Sometimes the simplest forms take the most time to perfect. Take woodworker and industrial designer Paul Loebach’s Halo program for Roll & Hill. At first glance, it looks modest: spokes of armature keeping aloft an illuminated circle. But its straightforward arrangement belies its versatile identity. In daylight, the fixture acts like sculpture. At night, the skeleton disappears to reveal a bright, forthright focal point.
It began with a prompt from Jason Miller just after he founded Roll & Hill in Brooklyn, which manifested in Loebach sketching a series of rings of decreasing circumferences. Three years of experimentation and fabrication later, the Halo line debuted as a steel chandelier with three or four acrylic rings of LEDs, which look as striking when wrapping a pillar as they do when suspended in space. Pendant versions offer practicality, encompassing the signature circular iteration and adding oval and rectangular options. Sconces are far from wallflowers, instead distilling Halo into room-defining bands of light.

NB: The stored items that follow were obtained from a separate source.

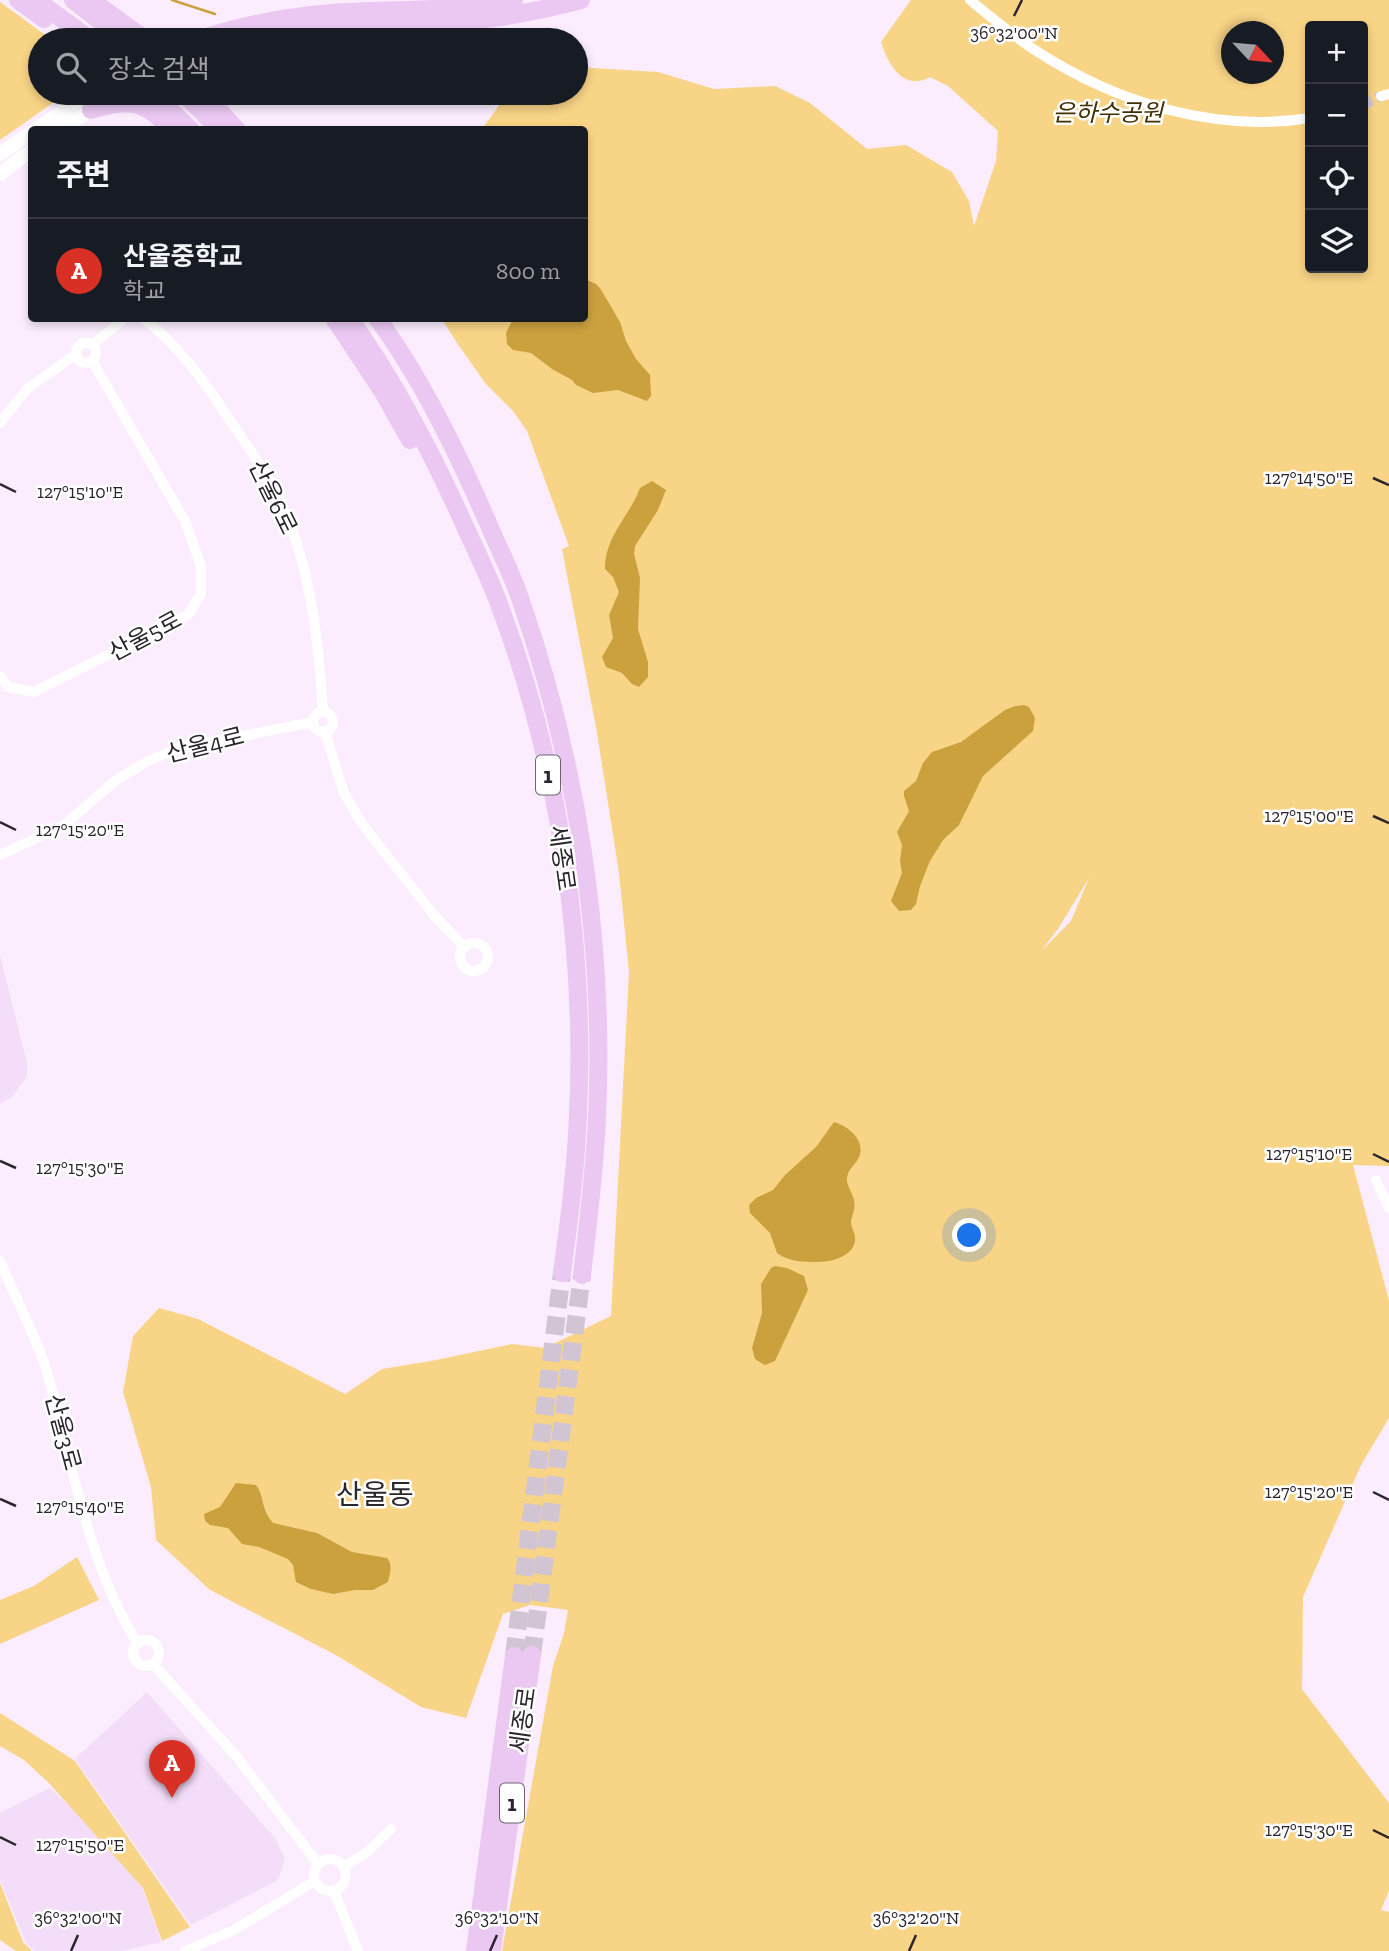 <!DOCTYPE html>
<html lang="ko">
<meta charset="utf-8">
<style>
:root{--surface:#171b24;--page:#20242c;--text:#f1f3f6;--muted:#9ea1a6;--line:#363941;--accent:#d93025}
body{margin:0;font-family:"Zilla Slab","Noto Sans KR",serif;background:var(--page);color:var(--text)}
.controls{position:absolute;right:21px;top:21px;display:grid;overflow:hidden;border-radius:7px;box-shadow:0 4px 10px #0003}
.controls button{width:63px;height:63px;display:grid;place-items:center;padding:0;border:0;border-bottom:2px solid var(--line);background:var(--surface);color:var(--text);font:35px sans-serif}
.compass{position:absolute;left:1221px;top:21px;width:63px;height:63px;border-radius:50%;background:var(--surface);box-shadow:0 4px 10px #0003;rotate:116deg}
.you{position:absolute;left:970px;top:1236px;width:24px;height:24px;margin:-18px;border:5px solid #fff;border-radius:50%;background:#1a73e8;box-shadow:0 0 0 10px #1a73e833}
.badge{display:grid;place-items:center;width:46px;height:46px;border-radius:50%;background:var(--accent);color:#fff;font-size:23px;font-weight:700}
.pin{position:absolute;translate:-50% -58px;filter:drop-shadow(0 2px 4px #0008)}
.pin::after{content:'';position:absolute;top:37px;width:24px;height:21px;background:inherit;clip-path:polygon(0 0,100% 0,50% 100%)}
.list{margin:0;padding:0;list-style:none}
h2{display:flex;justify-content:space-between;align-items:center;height:91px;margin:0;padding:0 28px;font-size:30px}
h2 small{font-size:23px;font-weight:400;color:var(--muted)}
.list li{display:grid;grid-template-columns:46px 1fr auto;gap:21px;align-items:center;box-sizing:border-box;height:105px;padding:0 28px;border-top:2px solid var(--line)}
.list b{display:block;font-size:26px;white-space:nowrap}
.list p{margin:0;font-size:23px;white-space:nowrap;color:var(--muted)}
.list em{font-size:23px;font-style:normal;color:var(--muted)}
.icon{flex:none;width:38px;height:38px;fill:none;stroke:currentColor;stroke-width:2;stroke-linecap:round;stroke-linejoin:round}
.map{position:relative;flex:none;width:1389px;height:1951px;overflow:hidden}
.search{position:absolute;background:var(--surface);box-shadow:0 4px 10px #0003;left:28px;top:28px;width:560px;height:77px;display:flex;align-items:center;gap:18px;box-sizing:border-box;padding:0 24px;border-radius:38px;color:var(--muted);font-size:26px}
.panel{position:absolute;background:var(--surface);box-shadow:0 4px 10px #0003;left:28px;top:126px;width:560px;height:196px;border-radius:7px}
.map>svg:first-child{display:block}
.built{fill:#f4ddf8}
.green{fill:#f8d486;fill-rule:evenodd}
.water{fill:#cba13e}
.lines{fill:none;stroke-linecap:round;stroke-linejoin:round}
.stream{stroke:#cba13e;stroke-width:2.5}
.street-tunnel{stroke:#d1c5d4;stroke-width:10;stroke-dasharray:10 5;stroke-linecap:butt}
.highway-tunnel{stroke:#d1c5d4;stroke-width:18;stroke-dasharray:18 9;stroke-linecap:butt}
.street{stroke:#fff;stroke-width:10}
.secondary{stroke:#fff;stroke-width:14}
.highway{stroke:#eac8f2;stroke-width:18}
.ticks{fill:none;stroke:#2b252d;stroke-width:2.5}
.labels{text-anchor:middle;stroke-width:5;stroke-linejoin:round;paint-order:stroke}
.shield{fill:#fff;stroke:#6b666c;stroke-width:2}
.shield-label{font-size:23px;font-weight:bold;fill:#2b252d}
.park-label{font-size:24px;font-style:italic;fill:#413004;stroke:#fff}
.street-label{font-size:24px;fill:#2b252d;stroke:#fff}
.quarter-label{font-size:28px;fill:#2b252d;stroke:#fff}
.ticks-label{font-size:18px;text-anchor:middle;fill:#2b252d;stroke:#fff;stroke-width:5;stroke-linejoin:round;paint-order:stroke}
</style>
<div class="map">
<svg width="1389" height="1951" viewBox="0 0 1389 1951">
<rect width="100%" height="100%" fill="#fbedfe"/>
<g class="built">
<polygon points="0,955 27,1063 27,1076 13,1096 0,1104"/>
<polygon points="147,1692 275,1838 285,1859 278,1880 191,1925 75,1759"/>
<polygon points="50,1788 87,1822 142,1887 161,1942 122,1951 35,1951 26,1943 0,1880 0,1813"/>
</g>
<g class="green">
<path d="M911,0H1389V1166L1353,1165L1389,1301V1418L1361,1465L1303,1597L1302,1689L1389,1803V1891L1381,1910L1389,1912V1951H502L553,1666L564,1633L568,1610L530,1605L503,1614L466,1718L421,1707L336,1655L210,1590L156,1540L151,1487L123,1392L133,1336L159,1308L198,1319L345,1394L382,1369L431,1361L512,1344L545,1348L611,1316L629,972L619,873L597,733L562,549L569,546L527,431L513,411L486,384L457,343L442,319L584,318V130L482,129L508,93H576V67L658,72L714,89L775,86L810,103L867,149L906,145L952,172L969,201L974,226L996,161L998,131L948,86L930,77C903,92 888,64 881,42ZM1310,26H1363V268H1310ZM1232,32H1274V74H1232ZM1089,878L1071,921L1041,951L1058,929Z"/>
<polygon points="0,2 52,40 40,40 40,93 67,93 0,140"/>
<polygon points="77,1557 99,1600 0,1644 0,1600 34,1586"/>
<polygon points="0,1713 75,1761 190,1927 162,1941 143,1888 49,1783 24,1760 0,1746"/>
<polygon points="0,1883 23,1942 32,1951 16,1951 0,1940"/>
</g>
<g class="water">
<polygon points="585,279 596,284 600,288 620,322 626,341 636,359 650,375 651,396 647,401 618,390 593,393 576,385 572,380 552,369 531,353 513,350 507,344 506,333 513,319 584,318"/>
<path d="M652,481L666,490L658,510L635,546L634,554L640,578L638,629L648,662V677L639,687L632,684L622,673L606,667L602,657L613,638L609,615L619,592L613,577L605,569C605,536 629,517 640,488Z"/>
<polygon points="1024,705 1029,707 1035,718 1033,731 983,776 959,825 943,840 930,861 920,886 916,904 911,910 899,911 891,901 902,873 900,861 902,845 897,832 909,811 904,796 904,791 916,781 923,763 932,752 961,742 1005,710 1015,706"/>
<path d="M834,1122C848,1126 866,1140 859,1157C855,1166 846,1170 847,1181C848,1188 853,1194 854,1201C856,1209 852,1214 851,1222C851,1228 855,1232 855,1238C856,1255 833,1262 819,1262C805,1262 789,1262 777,1253L770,1233L750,1213L749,1205L756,1198L773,1190L785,1175L816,1147Z"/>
<polygon points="775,1266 787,1268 804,1276 808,1290 775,1361 765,1365 755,1359 752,1348 762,1313 761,1284 771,1268"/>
<path d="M236,1483L256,1485C265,1497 260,1508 273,1523L317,1533L352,1552L387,1558C393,1565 390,1573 388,1582L373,1590H355L333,1594L311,1589L296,1582L293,1565L288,1559L259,1547L242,1544L228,1528L210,1525L205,1521L204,1514L220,1507Z"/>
</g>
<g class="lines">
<polyline class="stream" points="172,0 215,14"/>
<polyline class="street-tunnel" points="1363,105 1381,96"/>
<g class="highway-tunnel">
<polyline points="532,1655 582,1275"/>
<polyline points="514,1656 562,1273"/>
</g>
<g class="street">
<path d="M970,0C992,18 1014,37 1038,52C1117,103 1216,133 1310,118"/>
<polyline points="1381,96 1389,94"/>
<path d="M143,318C179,346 204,381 229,419C251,451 274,483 288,519C312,579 319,648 323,712"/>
<circle cx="86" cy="353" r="10"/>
<polyline points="92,345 125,318"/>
<polyline points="0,423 27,389 69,359 77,356"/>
<polyline points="0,676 8,687 34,692 188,615 201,594 201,566 185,521 92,361"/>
<circle cx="323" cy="722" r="10"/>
<polyline points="325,732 344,793 362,824 434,915 464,947"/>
<polyline points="0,855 63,826 115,781 146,762 177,749 313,722"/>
<circle cx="474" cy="957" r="14"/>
<polyline points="1376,1180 1389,1208"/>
<path d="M0,1261C15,1297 37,1338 48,1375C73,1465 87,1563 138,1644"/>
<circle cx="146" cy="1653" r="13"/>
<polyline points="153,1664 237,1757 318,1864"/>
<circle cx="330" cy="1875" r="16"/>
<polyline points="344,1867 366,1853 391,1829"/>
<polyline points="334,1891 358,1951"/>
<polyline points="185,1951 234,1930 315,1881"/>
</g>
<g class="secondary">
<polyline points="35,130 85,96"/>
<polyline points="59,130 91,110"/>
<polyline points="0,154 32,132"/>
<polyline points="0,174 32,150"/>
</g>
<g class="highway">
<polyline points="18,0 44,19"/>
<polyline points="36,0 91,40"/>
<polyline points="73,0 124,40"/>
<polyline points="91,0 146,40"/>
<path d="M199,40C240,25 287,17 331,13C392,9 453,12 514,0"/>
<path d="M269,40C322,25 379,28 434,25C485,21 532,13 581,0"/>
<polyline points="153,93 191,130"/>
<polyline points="183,93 220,130"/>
<polyline points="206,93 217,108 237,130"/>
<polyline points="85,96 92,93"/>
<path d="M91,110C129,98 144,100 172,130"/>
<polyline points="334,318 383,392 410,440"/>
<path d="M349,318C395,381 431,451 463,522C475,549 489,576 499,604C559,762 586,947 578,1115C576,1168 569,1221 562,1273"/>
<path d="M377,318C422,379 458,454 488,523C499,549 512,574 521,601C578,766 605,942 597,1117C595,1170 588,1222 582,1275"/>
<polyline points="475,1951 514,1656"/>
<polyline points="492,1951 532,1655"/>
</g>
</g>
<path class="ticks" d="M1014,16L1022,0M1373,478L1389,485M0,484L16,492M1373,816L1389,823M0,822L16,830M1373,1154L1389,1162M0,1161L16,1168M1373,1492L1389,1500M0,1499L16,1506M1373,1830L1389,1838M0,1837L16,1845M71,1951L78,1935M490,1951L497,1935M909,1951L916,1935"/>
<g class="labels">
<g class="shield">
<rect x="536" y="755.5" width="24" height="39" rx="5"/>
<rect x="500" y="1783.5" width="24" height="39" rx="5"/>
</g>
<g class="shield-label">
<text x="548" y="783">1</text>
<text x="512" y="1811">1</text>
</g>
<g class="park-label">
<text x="1108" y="121">은하수공원</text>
</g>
<g class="street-label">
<text transform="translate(273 497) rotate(64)" y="8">산울6로</text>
<text transform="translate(145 636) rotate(-28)" y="8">산울5로</text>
<text transform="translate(205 745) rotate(-14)" y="8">산울4로</text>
<text transform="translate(562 858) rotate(82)" y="8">세종로</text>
<text transform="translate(63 1432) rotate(75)" y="8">산울3로</text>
<text transform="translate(523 1720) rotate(-82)" y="8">세종로</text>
</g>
<g class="quarter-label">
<text x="375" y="1504">산울동</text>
</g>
</g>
<g class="ticks-label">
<text x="1014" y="39">36°32'00"N</text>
<text x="1309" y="484">127°14'50"E</text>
<text x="80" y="498">127°15'10"E</text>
<text x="1309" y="822">127°15'00"E</text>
<text x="80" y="836">127°15'20"E</text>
<text x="1309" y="1160">127°15'10"E</text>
<text x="80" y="1174">127°15'30"E</text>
<text x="1309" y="1498">127°15'20"E</text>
<text x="80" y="1513">127°15'40"E</text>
<text x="1309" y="1836">127°15'30"E</text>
<text x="80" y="1851">127°15'50"E</text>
<text x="78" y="1924">36°32'00"N</text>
<text x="497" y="1924">36°32'10"N</text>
<text x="916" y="1924">36°32'20"N</text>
</g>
</svg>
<div class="controls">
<button>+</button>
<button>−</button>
<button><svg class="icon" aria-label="locate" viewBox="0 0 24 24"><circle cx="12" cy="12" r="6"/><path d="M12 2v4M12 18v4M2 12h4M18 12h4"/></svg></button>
<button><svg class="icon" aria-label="layers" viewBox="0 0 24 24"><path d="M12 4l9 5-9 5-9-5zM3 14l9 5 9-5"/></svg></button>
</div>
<svg class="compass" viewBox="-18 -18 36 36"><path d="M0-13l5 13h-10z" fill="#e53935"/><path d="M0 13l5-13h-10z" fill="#9ea1a6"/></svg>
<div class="you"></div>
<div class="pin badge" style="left:172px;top:1798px">A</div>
<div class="search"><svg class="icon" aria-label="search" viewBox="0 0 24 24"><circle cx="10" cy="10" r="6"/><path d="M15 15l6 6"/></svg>장소 검색</div>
<section class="panel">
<h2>주변<small></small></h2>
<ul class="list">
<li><span class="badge">A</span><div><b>산울중학교</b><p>학교</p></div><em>800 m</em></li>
</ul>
</section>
</div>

Customizable in number of rings, sizes, finishes, and orientations, Halo takes care of business in public and commercial space—just look up their installation in Rockwell Group’s Amtrak Ticketed Waiting Hall at New York City’s Moynihan Train Hall. They work in smaller office spaces as well, as proven by their placement in the GOOP headquarters in Santa Monica. And designers from Deborah Berke Partners and David Howell Design to Nicole Hollis and Michael K. Chen have made homes for Halo in private residences across the country. They share Loebach’s belief that a perfect bright idea is worth the wait.